East End Cemetery is located on the border of Henrico and Richmond, Virginia. It was established in 1897, and an estimated 13,000 people are believed to be buried in East End. The neighboring Evergreen Cemetery often overshadows its presence, which is another African-American cemetery that has fallen into disrepair in Richmond. Some notable figures who are buried in East End include: Rosa D. Bowser, who was the first black teacher hired in Richmond; Hezekiah F. Jonathan, a business owner with the Richmond Planet editor, John Mitchell Jr. (who is buried at Evergreen Cemetery); Dr. Richmond F. Tancil, a Howard University educated doctor and bank founder in Richmond’s Church Hill neighborhood; William Custalo, the proprietor of Custalo House, a noted bar and restaurant in Richmond. The cemetery changed ownership a number of times, and is currently owned by the UK Corporation, which lacks the time and the money necessary to provide upkeep to the cemetery; therefore it is up to the families to maintain the gravesites. Unfortunately, this change of ownership has led to much disarray in the process of familial upkeep of gravesites.
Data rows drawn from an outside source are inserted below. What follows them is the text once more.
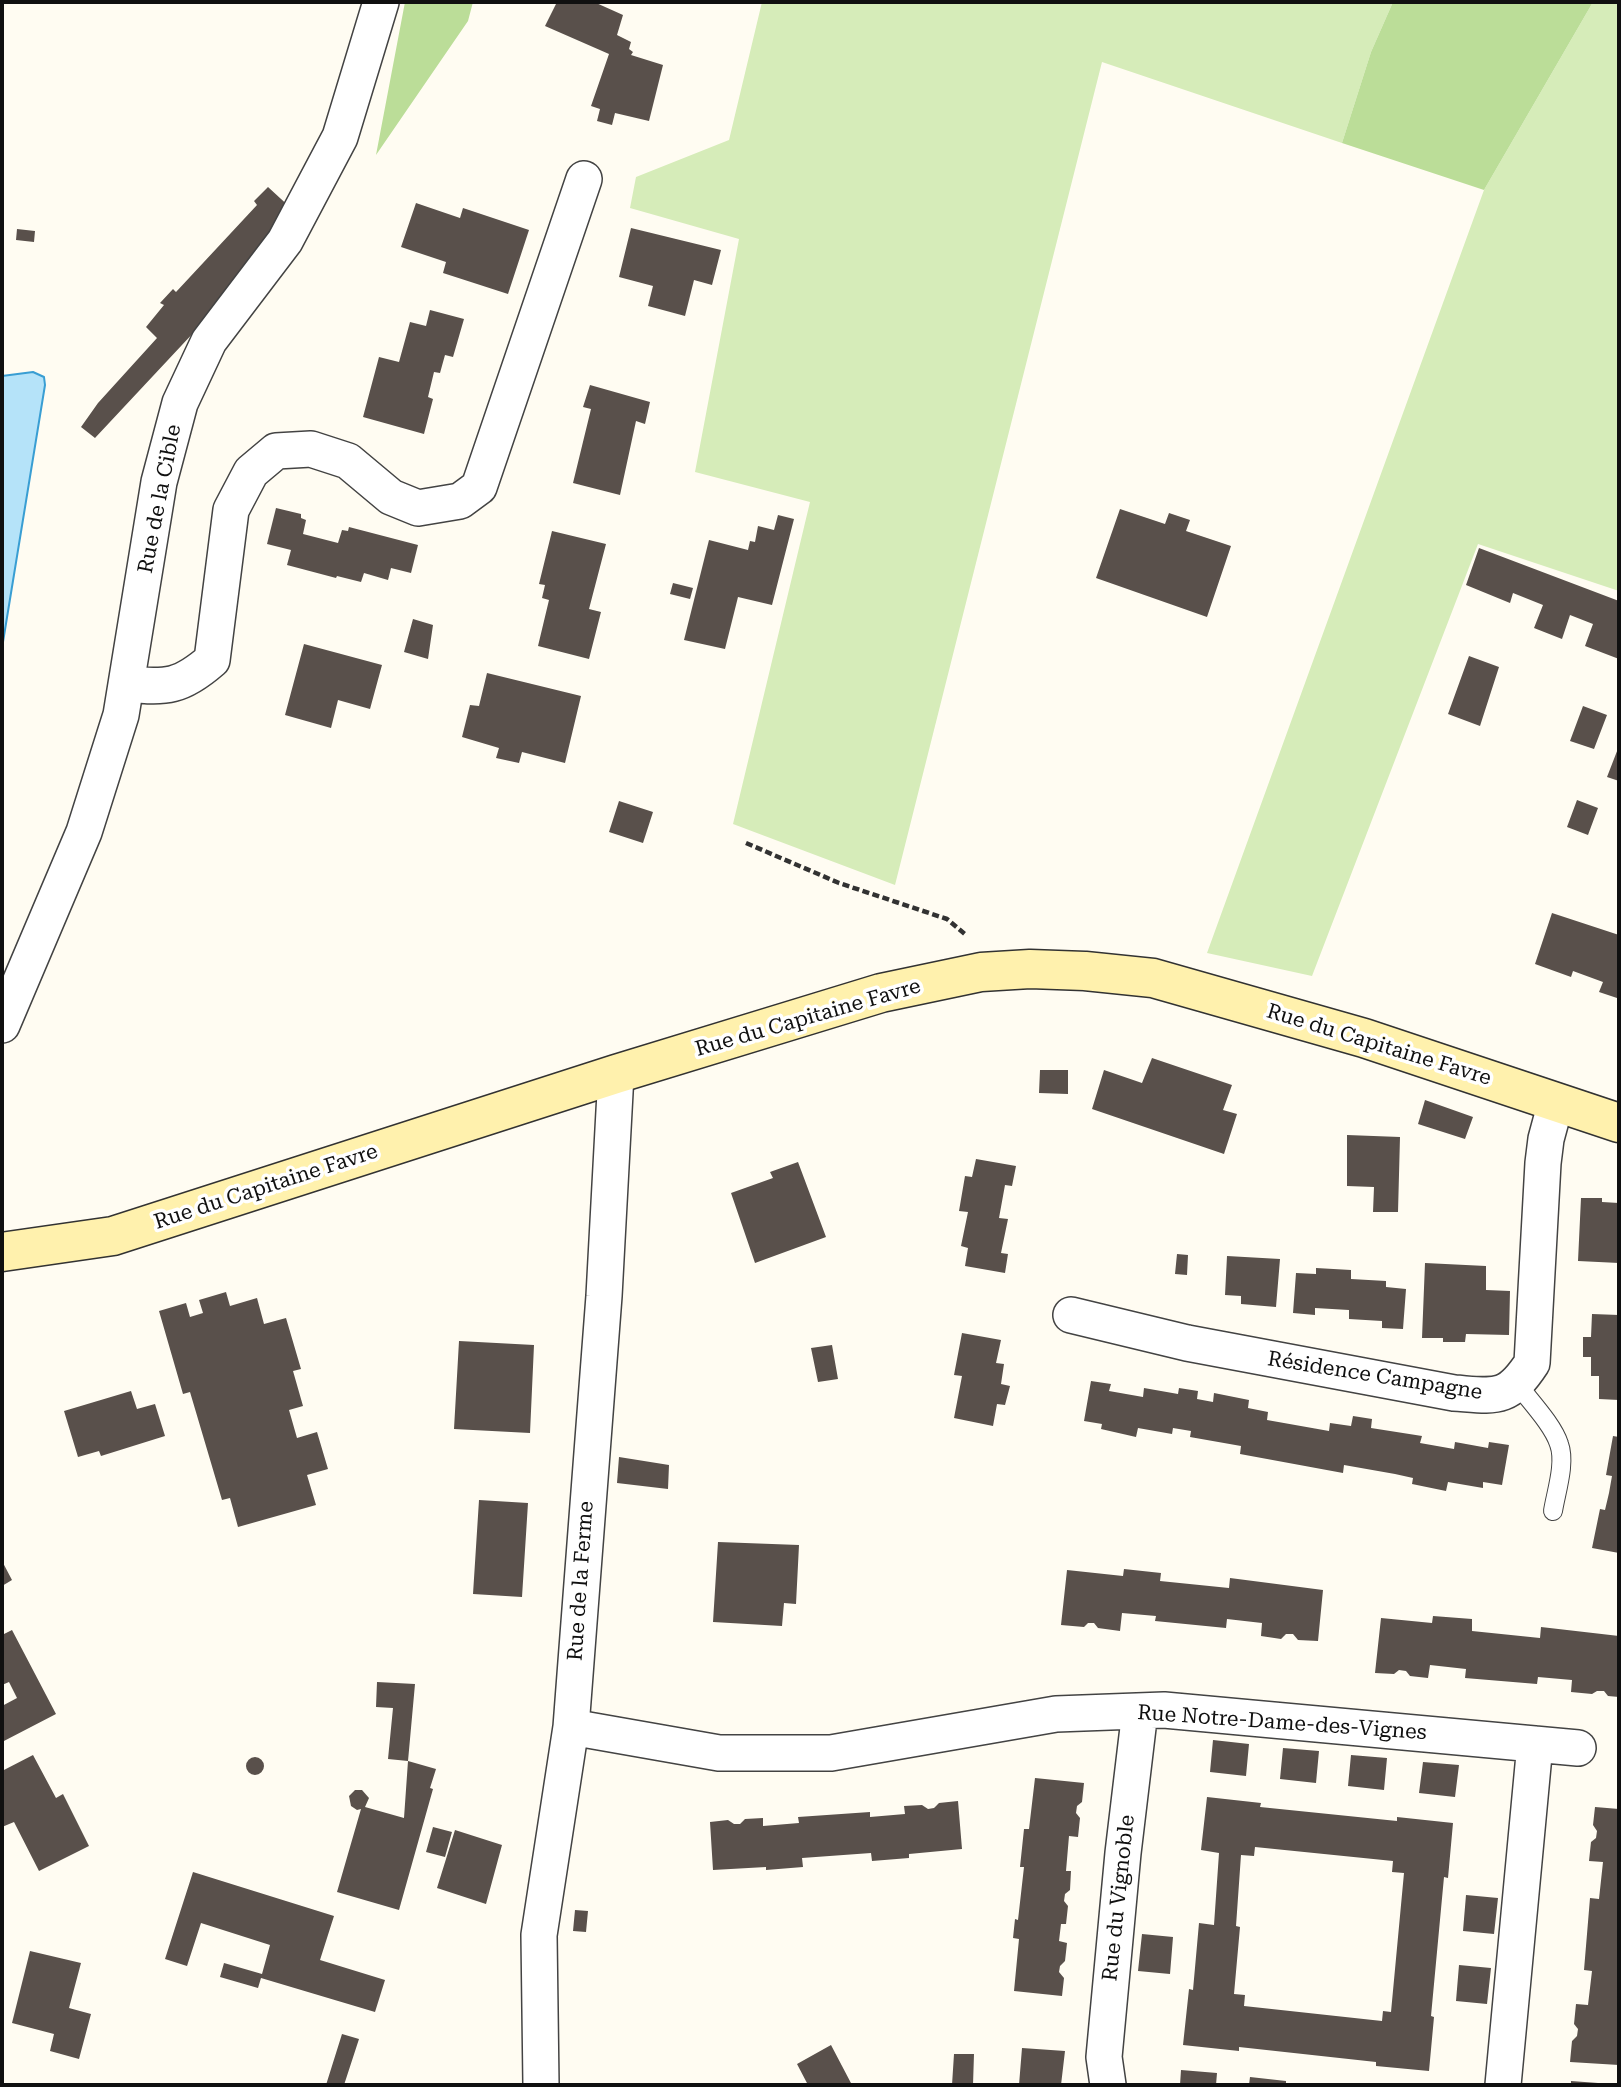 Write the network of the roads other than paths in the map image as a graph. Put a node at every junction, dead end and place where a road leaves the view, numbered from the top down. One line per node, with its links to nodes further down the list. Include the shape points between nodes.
1 (381, 2): 3 (street, Rue de la Cible, via 340,137 285,241 209,341 180,403 159,482)
2 (584, 179): 3 (street, via 480,487 460,500 418,508 391,497 348,461 311,449 276,451 251,472 232,510 212,660 192,678 160,687)
3 (127, 684): 4 (street, Rue de la Cible, via 84,832)
4 (2, 1025)
5 (616, 1074): 6 (street, Rue du Capitaine Favre, via 881,993 981,972 1030,969 1153,978 1364,1038); 8 (street, Rue du Capitaine Favre, via 113,1236); 13 (street, Rue de la Ferme)
6 (1556, 1102): 7 (street, Rue du Capitaine Favre); 10 (street, via 1543,1163 1532,1363)
7 (1619, 1123)
8 (2, 1252)
9 (1071, 1315): 10 (street, Résidence Campagne, via 1187,1343 1454,1393 1501,1394)
10 (1518, 1385): 11 (lane, via 1560,1446)
11 (1553, 1511)
12 (1140, 1711): 13 (street, Rue Notre-Dame-des-Vignes, via 1056,1714 831,1753 719,1753); 14 (street, Rue Notre-Dame-des-Vignes); 17 (street, Rue du Vignoble, via 1104,2057)
13 (571, 1727): 16 (street, Rue de la Ferme, via 539,1935)
14 (1535, 1744): 15 (street, Rue Notre-Dame-des-Vignes); 18 (street)
15 (1578, 1748)
16 (541, 2085)
17 (1108, 2085)
18 (1503, 2085)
However, since 2013, John Shuck and groups of volunteers have been working tirelessly to restore East End back to its former state by removing ivy, cleaning up illegal trash dumps, and most importantly, rediscovering and documenting headstones that have been damaged or knocked over. By documenting these headstones, it allowed for this project to become a possibility, since without those records provided by John Shuck and the volunteers, this project of creating a searchable map of burial locations would not be feasible.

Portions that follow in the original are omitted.